Anatomy of Estonian declension, part I

2023-01-28 18:48:00 +0000

Reading time: 17 mins

What is “declension”? As per Wikipedia:

In linguistics, declension (verb: to decline) is the changing of the form of a word, generally to express its syntactic function in the sentence, by way of some inflection. Declensions may apply to nouns, pronouns, adjectives, adverbs, and articles to indicate number (e.g. singular, dual, plural), case (e.g. nominative case, accusative case, genitive case, dative case), gender (e.g. masculine, neuter, feminine), and a number of other grammatical categories.
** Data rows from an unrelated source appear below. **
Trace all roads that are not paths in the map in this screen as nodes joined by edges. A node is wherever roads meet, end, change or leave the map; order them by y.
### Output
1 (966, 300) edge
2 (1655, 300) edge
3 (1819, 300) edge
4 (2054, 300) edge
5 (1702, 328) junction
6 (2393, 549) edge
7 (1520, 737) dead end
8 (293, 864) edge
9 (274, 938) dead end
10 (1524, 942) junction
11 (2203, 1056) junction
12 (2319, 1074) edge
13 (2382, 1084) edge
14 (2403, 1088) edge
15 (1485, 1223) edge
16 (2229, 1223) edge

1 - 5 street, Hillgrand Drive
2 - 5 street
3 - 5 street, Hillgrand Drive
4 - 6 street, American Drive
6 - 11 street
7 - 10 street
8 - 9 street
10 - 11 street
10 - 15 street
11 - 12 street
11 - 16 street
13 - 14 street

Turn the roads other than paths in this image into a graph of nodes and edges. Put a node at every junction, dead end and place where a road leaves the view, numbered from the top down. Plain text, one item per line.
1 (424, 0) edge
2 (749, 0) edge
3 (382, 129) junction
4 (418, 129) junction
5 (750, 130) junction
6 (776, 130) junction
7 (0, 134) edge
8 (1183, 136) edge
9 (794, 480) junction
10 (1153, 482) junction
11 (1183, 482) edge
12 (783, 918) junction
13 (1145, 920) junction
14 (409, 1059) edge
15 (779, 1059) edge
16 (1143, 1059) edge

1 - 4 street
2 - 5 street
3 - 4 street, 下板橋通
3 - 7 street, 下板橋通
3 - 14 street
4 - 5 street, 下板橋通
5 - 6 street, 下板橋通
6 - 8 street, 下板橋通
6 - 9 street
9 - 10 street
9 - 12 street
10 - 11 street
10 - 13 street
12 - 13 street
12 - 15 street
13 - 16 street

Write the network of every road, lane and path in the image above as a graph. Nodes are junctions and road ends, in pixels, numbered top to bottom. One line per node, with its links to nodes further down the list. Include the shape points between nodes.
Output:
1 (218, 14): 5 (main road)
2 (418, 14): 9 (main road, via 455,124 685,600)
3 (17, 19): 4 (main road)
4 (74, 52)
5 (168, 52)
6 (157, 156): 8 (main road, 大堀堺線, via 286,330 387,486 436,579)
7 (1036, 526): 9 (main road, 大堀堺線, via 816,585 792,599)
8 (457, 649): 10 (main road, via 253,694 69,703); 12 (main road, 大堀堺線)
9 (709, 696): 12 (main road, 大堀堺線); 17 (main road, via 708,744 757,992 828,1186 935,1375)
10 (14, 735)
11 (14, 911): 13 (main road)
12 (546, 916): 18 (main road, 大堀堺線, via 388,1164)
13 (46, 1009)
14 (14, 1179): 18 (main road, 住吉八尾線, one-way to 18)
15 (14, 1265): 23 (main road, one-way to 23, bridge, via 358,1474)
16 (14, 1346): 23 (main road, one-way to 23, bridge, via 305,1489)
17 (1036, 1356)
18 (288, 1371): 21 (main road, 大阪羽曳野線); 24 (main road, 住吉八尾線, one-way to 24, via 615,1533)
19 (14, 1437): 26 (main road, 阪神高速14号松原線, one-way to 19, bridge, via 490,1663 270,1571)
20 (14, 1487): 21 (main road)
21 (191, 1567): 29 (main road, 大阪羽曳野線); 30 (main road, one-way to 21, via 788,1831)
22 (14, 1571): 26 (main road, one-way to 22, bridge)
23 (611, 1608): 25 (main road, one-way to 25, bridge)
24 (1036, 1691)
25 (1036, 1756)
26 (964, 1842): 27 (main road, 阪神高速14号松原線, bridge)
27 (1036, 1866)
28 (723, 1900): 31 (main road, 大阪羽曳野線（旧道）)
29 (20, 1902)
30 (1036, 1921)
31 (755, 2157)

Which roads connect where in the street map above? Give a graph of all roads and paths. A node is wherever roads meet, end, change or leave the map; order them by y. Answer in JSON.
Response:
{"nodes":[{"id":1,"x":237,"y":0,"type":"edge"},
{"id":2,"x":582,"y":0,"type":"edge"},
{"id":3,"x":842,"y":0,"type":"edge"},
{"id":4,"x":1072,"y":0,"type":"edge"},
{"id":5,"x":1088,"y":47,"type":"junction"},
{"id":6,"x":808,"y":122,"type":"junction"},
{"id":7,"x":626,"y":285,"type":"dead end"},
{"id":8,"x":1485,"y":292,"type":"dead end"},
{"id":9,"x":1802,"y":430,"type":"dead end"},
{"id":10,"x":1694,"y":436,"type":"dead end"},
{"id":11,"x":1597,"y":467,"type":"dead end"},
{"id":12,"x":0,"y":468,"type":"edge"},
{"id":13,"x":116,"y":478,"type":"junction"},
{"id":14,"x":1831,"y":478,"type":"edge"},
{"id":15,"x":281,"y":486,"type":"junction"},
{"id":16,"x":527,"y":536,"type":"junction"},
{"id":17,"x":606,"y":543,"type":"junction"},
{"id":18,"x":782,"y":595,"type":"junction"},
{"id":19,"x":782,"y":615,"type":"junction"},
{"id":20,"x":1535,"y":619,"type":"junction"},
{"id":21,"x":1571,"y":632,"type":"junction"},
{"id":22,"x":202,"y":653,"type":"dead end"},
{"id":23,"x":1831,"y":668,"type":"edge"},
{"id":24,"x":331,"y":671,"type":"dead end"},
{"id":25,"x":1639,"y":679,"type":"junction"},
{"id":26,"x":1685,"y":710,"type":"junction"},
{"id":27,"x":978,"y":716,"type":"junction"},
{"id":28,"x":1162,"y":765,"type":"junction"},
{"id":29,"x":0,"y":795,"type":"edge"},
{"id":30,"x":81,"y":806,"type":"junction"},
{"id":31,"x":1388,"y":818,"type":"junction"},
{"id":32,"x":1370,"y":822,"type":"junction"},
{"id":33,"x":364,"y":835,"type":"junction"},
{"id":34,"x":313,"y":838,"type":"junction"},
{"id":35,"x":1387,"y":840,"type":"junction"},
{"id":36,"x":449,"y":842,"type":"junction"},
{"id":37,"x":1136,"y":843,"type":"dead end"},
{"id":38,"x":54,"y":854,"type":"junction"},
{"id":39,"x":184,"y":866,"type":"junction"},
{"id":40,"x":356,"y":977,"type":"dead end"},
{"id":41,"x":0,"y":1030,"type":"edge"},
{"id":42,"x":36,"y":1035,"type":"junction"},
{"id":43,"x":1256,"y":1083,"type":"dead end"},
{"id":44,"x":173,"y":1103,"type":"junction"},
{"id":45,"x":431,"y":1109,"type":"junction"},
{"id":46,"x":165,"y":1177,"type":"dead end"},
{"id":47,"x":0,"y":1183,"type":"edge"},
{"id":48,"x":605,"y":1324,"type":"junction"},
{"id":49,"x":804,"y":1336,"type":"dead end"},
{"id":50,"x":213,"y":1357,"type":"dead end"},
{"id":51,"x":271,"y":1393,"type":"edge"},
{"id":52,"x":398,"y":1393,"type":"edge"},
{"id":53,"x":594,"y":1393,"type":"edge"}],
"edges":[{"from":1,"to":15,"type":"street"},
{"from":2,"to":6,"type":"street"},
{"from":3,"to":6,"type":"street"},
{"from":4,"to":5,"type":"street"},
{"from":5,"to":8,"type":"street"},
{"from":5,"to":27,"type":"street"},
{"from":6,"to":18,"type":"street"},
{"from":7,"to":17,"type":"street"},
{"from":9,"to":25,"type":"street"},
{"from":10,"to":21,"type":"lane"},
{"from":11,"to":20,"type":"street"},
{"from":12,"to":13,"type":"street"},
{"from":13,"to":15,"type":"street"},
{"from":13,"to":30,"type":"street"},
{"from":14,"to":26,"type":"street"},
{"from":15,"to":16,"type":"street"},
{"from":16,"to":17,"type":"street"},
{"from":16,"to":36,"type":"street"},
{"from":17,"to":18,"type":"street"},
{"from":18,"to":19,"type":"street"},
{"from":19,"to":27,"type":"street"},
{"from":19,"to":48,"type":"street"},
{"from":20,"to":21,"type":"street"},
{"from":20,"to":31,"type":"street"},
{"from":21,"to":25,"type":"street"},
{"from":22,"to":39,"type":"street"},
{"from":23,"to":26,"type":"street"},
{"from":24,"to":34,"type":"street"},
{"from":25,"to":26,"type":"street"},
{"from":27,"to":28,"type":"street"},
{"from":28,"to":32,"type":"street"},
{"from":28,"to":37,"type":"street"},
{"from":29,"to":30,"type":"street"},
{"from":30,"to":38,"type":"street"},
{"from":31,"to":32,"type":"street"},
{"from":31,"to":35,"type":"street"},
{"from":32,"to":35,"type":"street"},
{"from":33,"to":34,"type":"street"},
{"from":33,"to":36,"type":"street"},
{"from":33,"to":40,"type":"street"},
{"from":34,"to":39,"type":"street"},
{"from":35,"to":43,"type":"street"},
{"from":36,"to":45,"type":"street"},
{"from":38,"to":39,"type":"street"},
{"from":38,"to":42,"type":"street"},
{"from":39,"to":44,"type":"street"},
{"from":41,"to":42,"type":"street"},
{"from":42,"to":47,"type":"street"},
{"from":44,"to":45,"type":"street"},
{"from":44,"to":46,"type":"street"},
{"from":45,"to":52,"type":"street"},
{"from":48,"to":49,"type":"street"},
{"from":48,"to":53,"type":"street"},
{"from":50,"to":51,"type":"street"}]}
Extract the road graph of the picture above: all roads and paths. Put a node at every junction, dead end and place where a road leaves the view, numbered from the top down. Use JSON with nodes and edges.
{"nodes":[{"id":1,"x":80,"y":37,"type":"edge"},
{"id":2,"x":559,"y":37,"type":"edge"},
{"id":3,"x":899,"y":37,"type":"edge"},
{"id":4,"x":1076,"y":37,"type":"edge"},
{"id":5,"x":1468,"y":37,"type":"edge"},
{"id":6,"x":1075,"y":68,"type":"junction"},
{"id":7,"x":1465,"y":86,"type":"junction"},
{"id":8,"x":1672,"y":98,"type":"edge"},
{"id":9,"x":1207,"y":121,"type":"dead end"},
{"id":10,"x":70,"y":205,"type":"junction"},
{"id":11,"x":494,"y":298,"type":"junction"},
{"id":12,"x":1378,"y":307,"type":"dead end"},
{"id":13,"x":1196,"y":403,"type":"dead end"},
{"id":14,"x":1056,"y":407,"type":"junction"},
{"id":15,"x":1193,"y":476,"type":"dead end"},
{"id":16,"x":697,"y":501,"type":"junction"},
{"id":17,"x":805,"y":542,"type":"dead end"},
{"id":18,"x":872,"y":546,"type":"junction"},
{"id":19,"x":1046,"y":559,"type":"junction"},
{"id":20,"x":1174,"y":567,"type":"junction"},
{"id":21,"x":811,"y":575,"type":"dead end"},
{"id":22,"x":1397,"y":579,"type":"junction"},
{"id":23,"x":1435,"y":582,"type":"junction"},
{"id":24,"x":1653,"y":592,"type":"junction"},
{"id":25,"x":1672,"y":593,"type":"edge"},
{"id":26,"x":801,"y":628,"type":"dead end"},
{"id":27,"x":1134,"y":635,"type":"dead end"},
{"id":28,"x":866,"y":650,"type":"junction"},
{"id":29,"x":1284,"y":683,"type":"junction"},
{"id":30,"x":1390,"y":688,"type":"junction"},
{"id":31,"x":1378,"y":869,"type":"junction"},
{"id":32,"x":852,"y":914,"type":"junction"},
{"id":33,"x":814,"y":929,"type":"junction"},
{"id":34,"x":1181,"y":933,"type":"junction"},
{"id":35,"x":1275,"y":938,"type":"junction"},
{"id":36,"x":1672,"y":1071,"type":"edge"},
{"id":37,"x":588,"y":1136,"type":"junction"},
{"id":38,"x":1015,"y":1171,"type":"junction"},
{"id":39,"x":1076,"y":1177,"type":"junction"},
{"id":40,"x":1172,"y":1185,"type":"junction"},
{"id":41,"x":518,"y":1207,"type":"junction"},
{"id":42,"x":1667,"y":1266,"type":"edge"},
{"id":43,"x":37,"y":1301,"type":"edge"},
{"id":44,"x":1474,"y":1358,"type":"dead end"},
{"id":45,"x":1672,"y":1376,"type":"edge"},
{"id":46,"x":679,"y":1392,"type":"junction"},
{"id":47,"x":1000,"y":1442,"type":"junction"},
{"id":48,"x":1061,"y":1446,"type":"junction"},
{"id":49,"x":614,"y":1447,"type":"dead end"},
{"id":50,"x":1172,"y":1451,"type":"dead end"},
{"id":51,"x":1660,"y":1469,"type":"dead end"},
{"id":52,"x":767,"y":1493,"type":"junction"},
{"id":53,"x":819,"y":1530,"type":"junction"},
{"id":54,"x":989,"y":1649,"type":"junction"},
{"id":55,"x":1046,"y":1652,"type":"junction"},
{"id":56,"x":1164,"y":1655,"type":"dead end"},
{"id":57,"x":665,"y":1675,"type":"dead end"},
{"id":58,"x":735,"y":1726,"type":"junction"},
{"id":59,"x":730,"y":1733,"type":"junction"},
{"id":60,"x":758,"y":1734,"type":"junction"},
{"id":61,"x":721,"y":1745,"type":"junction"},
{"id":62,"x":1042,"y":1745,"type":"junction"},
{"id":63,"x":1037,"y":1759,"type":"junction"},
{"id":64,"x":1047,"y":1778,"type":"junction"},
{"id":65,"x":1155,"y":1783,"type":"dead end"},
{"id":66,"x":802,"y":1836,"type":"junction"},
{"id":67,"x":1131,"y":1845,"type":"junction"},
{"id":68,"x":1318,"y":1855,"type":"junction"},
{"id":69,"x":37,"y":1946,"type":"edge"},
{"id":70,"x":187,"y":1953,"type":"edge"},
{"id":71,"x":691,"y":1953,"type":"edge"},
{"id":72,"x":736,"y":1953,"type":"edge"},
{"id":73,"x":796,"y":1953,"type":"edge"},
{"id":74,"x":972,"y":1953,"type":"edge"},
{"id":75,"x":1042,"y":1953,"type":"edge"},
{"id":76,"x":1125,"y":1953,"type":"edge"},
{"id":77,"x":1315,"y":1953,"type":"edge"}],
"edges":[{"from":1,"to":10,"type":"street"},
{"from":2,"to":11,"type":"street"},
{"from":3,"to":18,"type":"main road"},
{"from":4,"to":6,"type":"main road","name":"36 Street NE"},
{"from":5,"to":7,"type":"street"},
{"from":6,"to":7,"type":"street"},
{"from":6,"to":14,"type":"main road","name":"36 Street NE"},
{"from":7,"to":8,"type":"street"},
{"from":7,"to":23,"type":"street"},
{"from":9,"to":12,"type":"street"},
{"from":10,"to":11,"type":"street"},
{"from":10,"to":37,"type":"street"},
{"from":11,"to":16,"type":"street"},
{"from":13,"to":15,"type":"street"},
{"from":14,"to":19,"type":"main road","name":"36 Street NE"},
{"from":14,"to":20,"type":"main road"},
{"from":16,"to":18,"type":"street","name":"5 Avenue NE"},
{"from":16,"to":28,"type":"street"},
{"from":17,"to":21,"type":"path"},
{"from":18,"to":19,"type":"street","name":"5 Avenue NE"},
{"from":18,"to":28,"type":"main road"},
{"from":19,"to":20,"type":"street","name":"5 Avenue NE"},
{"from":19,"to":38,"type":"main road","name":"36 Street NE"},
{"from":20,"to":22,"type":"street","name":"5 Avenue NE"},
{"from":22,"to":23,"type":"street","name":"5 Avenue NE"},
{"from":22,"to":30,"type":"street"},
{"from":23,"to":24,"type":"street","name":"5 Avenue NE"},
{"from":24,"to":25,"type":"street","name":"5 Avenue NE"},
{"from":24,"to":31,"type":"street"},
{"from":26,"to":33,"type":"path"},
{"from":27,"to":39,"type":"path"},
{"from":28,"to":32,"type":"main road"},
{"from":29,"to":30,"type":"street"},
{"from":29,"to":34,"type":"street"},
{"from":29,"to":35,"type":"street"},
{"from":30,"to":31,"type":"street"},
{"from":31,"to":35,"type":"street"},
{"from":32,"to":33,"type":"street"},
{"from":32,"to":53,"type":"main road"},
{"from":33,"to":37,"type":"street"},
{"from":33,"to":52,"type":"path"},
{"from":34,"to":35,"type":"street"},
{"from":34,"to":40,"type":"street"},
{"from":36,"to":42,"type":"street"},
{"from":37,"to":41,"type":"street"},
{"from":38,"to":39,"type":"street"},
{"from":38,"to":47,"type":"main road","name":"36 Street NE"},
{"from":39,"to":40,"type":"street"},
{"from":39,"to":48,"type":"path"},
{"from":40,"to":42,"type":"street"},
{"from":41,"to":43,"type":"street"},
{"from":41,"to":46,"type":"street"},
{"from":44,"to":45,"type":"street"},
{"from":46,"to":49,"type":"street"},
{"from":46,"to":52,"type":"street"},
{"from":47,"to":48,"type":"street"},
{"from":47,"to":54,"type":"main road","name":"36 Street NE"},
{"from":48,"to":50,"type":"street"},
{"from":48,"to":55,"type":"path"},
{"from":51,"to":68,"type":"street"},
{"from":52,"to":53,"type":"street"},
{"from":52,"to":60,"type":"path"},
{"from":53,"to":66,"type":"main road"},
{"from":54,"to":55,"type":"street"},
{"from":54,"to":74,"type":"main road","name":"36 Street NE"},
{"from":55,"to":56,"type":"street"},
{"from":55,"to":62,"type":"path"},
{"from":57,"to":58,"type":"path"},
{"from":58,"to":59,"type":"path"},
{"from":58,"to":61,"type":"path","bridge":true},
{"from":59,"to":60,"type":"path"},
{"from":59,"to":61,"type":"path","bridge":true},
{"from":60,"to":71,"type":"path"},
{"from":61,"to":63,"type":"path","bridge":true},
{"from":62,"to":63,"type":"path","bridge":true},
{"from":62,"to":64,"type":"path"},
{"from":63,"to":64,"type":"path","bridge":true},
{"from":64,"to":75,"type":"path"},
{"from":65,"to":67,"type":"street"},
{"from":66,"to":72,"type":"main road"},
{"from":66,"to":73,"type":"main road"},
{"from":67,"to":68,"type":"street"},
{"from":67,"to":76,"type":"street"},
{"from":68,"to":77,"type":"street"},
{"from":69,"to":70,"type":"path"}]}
Estonian language is exactly one of the languages, where declension is quite important. Maybe not so much as in Slavic languages, but way more important, compared to English or Dutch. Estonian names (primarily nouns and adjectives) count 14 (by some definition - 15) cases, but most of those are simple agglutinations, i.e. appending a certain constant suffix to some basic form. However, some cases are not so simple, and getting used to them takes quite some time. In this blog post, we’ll try to identify some of the ways Estonian declension works.

Let’s go! In fact, I have a database of Estonian lexemes (described in another blog post), and we’ll be using it for our research. I will not be using the Wikidata this time, however it must be fully possible to reproduce with Wikidata Lexemes as well.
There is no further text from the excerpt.